__Aim of the task__.
Report how many lines in the following entries contain "nodes". Nothing else should be given.

[Opening Records section]

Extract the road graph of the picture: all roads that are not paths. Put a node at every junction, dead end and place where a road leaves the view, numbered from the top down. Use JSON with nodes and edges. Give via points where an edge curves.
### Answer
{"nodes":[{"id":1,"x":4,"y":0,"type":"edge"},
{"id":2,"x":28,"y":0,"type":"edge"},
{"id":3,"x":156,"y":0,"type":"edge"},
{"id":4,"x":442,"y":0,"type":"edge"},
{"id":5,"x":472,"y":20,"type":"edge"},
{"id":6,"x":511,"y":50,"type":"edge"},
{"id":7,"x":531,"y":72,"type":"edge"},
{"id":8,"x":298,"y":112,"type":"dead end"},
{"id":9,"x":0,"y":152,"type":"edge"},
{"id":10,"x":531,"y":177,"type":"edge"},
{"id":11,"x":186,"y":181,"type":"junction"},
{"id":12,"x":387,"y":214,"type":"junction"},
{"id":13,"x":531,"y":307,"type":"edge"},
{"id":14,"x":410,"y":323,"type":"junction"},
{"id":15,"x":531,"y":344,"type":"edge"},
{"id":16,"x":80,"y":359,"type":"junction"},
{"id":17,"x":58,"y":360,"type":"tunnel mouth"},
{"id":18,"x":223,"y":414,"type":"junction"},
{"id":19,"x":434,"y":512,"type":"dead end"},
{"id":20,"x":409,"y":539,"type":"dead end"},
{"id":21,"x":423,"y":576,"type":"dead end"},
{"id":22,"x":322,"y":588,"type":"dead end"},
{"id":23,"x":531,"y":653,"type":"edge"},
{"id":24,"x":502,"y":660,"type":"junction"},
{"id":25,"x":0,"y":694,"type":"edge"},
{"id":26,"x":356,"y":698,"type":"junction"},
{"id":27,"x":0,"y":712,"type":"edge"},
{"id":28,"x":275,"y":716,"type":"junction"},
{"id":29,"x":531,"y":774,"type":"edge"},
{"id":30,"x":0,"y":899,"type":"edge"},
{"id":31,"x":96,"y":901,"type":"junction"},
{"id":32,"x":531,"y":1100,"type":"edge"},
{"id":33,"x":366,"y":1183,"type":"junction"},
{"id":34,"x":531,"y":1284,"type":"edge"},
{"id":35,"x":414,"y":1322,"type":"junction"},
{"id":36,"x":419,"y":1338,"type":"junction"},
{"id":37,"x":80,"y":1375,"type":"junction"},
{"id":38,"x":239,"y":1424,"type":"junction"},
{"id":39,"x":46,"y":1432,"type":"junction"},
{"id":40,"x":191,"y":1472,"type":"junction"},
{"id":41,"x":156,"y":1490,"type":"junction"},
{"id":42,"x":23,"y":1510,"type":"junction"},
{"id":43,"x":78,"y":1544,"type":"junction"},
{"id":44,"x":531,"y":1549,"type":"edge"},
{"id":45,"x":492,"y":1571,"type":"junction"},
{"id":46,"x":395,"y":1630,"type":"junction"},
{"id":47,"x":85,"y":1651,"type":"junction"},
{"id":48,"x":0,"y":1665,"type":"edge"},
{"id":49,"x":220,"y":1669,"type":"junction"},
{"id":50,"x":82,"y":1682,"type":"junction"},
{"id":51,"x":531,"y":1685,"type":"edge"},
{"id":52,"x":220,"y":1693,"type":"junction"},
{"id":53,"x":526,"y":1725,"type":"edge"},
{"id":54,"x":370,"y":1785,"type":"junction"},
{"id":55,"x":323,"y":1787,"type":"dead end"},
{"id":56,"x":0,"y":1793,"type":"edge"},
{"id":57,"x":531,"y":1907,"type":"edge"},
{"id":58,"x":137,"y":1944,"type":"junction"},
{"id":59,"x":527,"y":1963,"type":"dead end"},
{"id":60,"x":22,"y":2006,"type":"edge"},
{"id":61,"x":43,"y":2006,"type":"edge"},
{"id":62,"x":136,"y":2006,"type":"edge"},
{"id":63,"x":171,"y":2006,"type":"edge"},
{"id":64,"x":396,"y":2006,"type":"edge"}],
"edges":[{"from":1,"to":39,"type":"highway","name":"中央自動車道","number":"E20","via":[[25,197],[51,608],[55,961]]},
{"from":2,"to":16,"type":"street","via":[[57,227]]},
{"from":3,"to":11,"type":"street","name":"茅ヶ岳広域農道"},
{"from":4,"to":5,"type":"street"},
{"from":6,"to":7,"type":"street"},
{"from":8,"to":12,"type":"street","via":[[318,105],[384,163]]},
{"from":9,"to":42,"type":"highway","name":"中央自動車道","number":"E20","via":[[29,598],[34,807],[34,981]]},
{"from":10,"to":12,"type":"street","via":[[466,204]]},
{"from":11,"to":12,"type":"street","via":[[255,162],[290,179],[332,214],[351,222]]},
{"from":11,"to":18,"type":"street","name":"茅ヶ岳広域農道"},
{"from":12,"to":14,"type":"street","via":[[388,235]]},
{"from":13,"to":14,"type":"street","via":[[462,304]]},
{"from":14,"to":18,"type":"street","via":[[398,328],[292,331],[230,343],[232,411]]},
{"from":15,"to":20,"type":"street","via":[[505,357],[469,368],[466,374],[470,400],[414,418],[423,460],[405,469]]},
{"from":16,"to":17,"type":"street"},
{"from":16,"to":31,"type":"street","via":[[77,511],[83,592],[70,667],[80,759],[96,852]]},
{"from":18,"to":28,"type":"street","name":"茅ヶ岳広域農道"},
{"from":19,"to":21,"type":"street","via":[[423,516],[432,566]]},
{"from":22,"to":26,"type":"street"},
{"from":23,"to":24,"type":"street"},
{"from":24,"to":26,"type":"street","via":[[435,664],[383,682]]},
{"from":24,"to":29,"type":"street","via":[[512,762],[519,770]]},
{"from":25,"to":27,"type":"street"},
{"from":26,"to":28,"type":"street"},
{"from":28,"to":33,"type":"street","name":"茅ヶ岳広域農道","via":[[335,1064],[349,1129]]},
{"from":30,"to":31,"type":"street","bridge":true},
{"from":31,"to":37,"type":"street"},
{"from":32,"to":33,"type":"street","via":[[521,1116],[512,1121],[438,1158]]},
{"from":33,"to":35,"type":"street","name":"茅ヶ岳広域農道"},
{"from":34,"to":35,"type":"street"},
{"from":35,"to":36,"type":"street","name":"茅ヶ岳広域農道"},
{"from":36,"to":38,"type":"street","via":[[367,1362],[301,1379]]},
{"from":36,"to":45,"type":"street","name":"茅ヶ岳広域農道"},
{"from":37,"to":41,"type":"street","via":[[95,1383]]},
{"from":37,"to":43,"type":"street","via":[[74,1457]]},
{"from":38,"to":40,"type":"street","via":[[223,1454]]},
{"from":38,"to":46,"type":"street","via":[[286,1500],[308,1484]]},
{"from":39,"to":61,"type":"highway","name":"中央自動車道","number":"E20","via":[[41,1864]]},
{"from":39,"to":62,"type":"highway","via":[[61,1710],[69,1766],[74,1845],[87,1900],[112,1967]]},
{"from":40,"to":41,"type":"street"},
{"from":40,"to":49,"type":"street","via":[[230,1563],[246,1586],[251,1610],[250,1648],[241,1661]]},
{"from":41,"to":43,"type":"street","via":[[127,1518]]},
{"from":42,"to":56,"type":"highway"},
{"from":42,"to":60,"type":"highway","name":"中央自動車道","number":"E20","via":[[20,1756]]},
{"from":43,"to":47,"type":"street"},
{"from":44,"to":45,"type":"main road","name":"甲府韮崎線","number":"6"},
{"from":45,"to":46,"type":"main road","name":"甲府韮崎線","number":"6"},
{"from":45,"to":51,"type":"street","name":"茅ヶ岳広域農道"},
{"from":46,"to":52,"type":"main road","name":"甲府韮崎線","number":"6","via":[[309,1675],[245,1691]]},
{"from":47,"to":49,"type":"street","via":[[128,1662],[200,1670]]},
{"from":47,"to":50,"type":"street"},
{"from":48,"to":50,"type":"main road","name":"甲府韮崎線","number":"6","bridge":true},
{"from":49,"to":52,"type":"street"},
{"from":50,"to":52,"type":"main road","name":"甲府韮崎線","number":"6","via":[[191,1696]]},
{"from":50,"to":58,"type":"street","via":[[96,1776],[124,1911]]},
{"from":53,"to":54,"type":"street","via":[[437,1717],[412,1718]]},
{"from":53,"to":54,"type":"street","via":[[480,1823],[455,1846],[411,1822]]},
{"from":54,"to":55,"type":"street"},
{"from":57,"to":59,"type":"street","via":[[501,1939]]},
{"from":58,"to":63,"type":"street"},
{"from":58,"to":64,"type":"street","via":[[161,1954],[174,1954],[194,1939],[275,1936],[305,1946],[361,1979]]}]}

[Closing Records section]

__Response below__.
2